Pour sa part, aucun sentiment d’allégeance au « sémitisme » n’empêcha al-Husseini de déclarer avec enthousiasme, le 2 novembre 1943, que « les Allemands savent comment se débarrasser des Juifs ». En fait, le dirigeant national arabe palestinien souligna le lien idéologique entre Allemands et musulmans :

Les Allemands n’ont jamais causé de tort à aucun musulman, et ils combattent à nouveau contre notre ennemi commun […]. Mais surtout, ils ont définitivement résolu le problème juif.
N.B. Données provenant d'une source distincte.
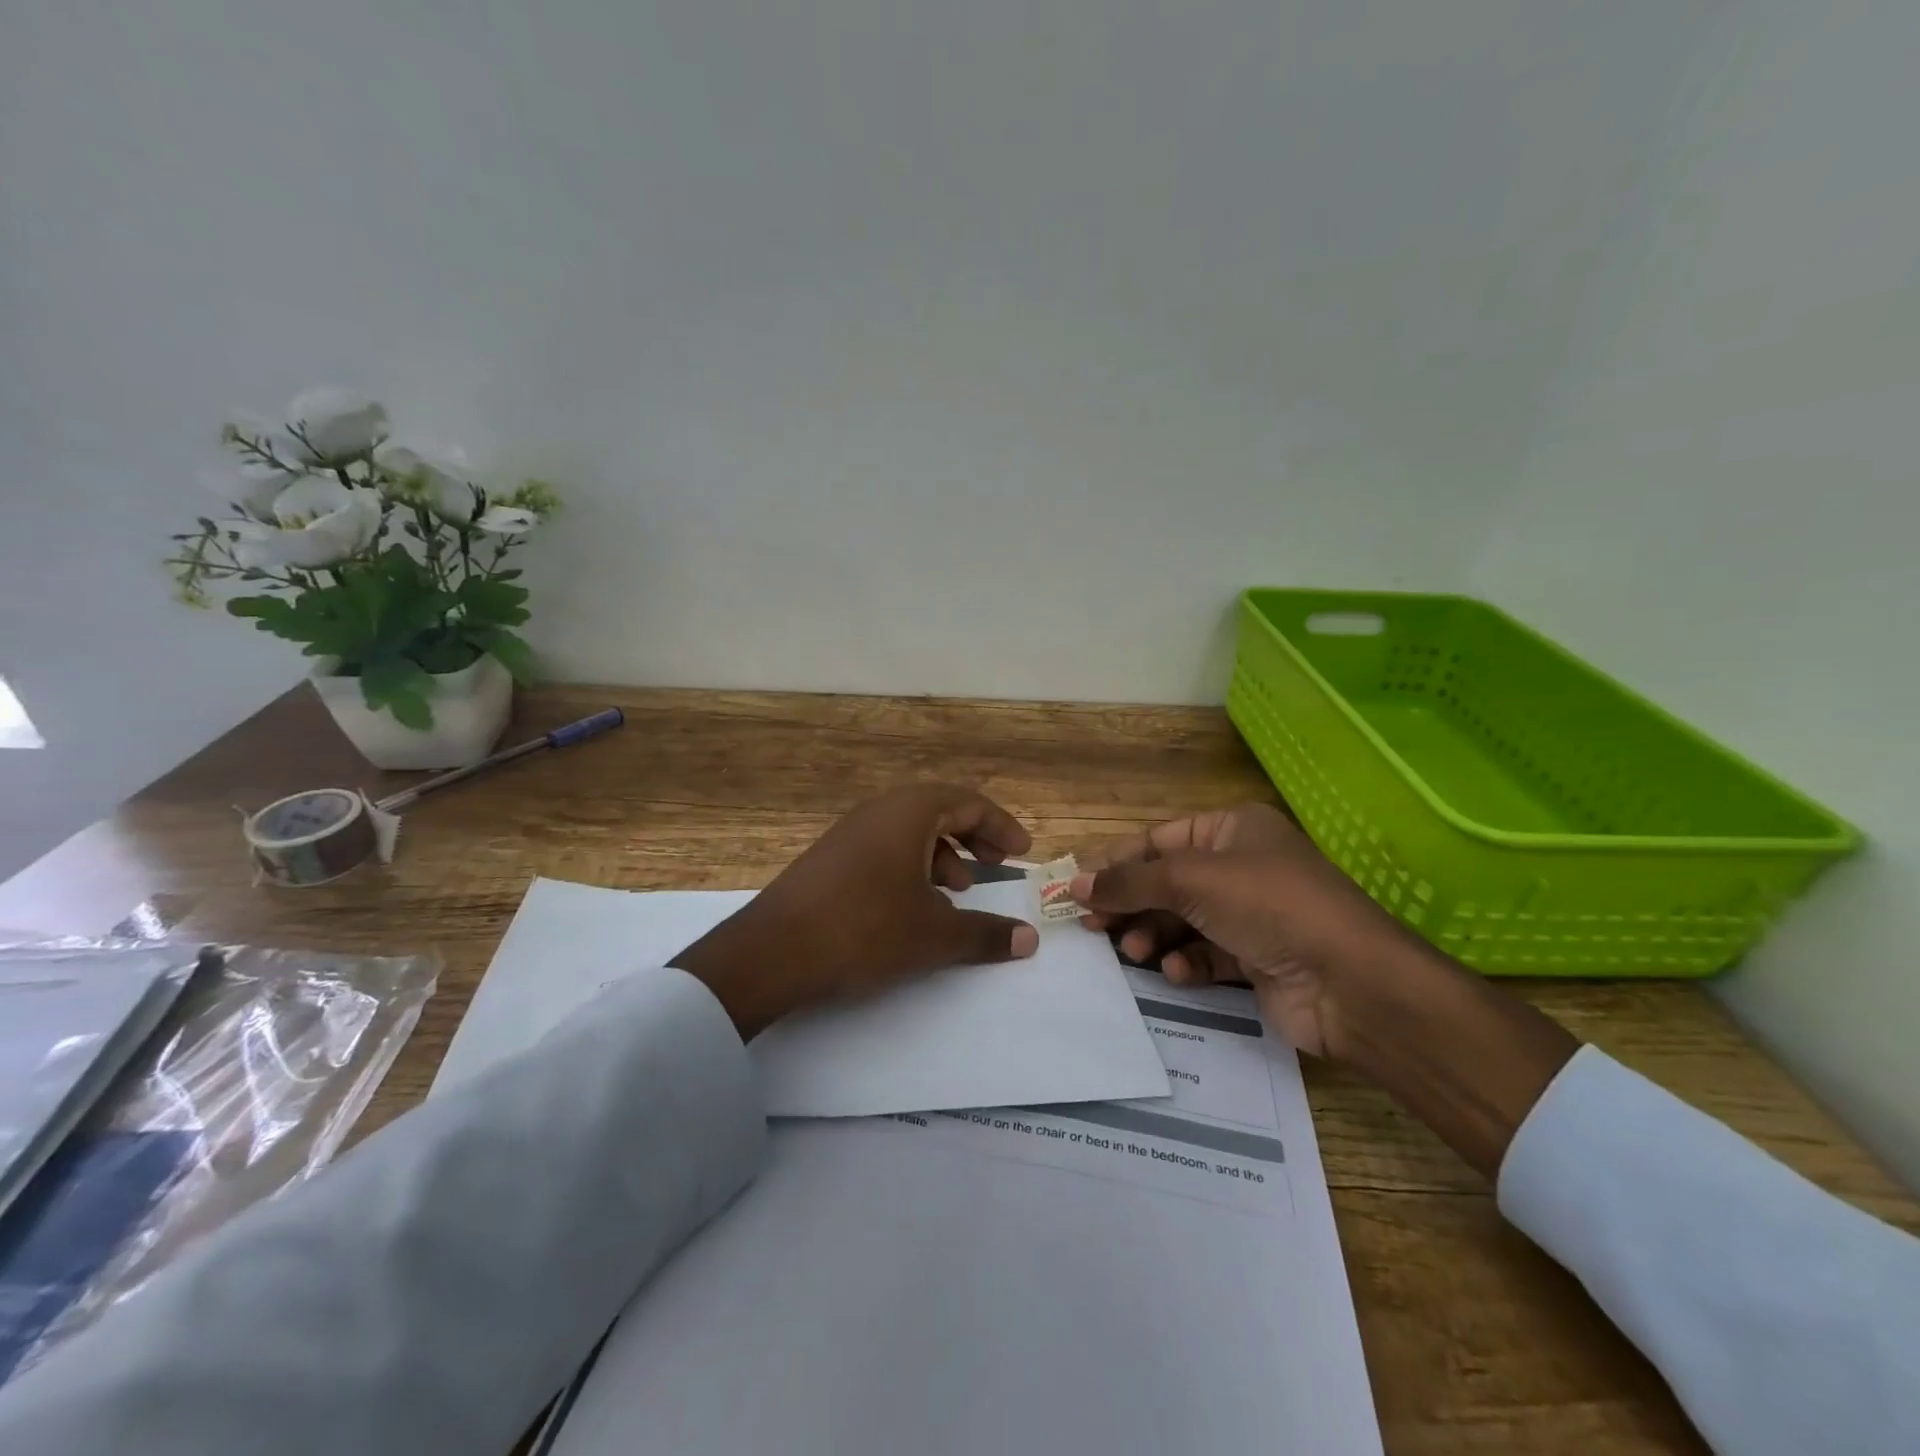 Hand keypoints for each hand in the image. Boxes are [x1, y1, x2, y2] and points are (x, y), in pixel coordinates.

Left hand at [671, 783, 1037, 1037]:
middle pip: (940, 810)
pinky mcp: (830, 857)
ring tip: (957, 892)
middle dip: (973, 837)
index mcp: (909, 812)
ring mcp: (849, 832)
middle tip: (996, 865)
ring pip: (910, 830)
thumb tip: (1030, 939)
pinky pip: (884, 847)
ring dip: (942, 855)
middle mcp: (879, 810)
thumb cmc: (865, 930)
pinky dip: (911, 866)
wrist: (772, 951)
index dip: (1001, 826)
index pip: (969, 801)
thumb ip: (986, 934)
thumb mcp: (934, 935)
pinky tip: (913, 906)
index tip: (1022, 852)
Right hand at [1072, 803, 1409, 1058]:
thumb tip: (1072, 884)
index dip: (1116, 863)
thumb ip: (1128, 881)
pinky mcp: (1257, 959)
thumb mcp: (1190, 880)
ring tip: (1136, 952)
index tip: (1076, 888)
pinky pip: (1207, 954)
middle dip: (1131, 905)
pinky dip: (1188, 962)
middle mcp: (1241, 866)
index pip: (1158, 841)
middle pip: (1166, 883)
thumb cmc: (1267, 906)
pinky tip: (1178, 972)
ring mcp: (1251, 914)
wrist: (1350, 983)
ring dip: (1155, 936)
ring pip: (1182, 920)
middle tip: (1094, 928)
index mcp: (1232, 829) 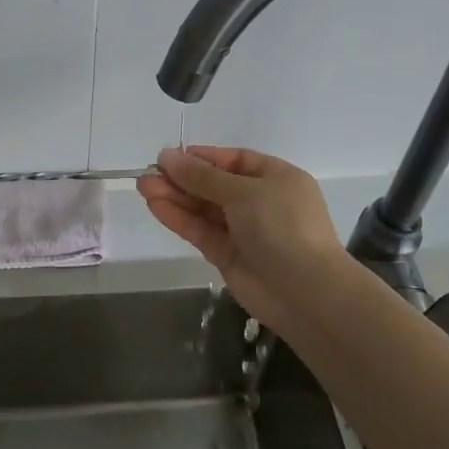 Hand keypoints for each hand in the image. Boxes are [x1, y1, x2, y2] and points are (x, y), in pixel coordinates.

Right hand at [137, 146, 352, 332]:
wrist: (305, 292)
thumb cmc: (282, 226)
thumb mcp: (242, 192)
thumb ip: (202, 177)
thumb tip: (167, 156)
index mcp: (276, 178)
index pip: (234, 160)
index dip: (203, 158)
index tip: (171, 156)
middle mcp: (261, 202)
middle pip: (215, 185)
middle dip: (182, 179)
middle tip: (148, 173)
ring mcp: (244, 231)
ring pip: (204, 209)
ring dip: (175, 197)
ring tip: (143, 186)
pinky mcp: (229, 256)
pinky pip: (201, 231)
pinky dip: (180, 219)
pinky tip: (156, 206)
Ces liens, notamment ce dernier point [la « solution finale »], font que notre amitié avec l’Allemagne n’a rien de provisoire ou de conditionnel, mais est permanente et durable, fondée sur un intérêt commun.

Mais il est inutile de rappeler la collaboration arabe, musulmane ou palestinienne à la judéophobie génocidaire nazie pour admettre que des attitudes profondément hostiles aux Juifs ne cessent pas d’être antisémites pour la simple raison qu’elles sont exprimées en arabe par des Arabes. Les Protocoles des Sages de Sion, par exemple, sont un produit de l’antisémitisme russe et européen de la fin du siècle, issu d’une tradition historique et culturelle de toute évidence distincte de celle des Arabes musulmans.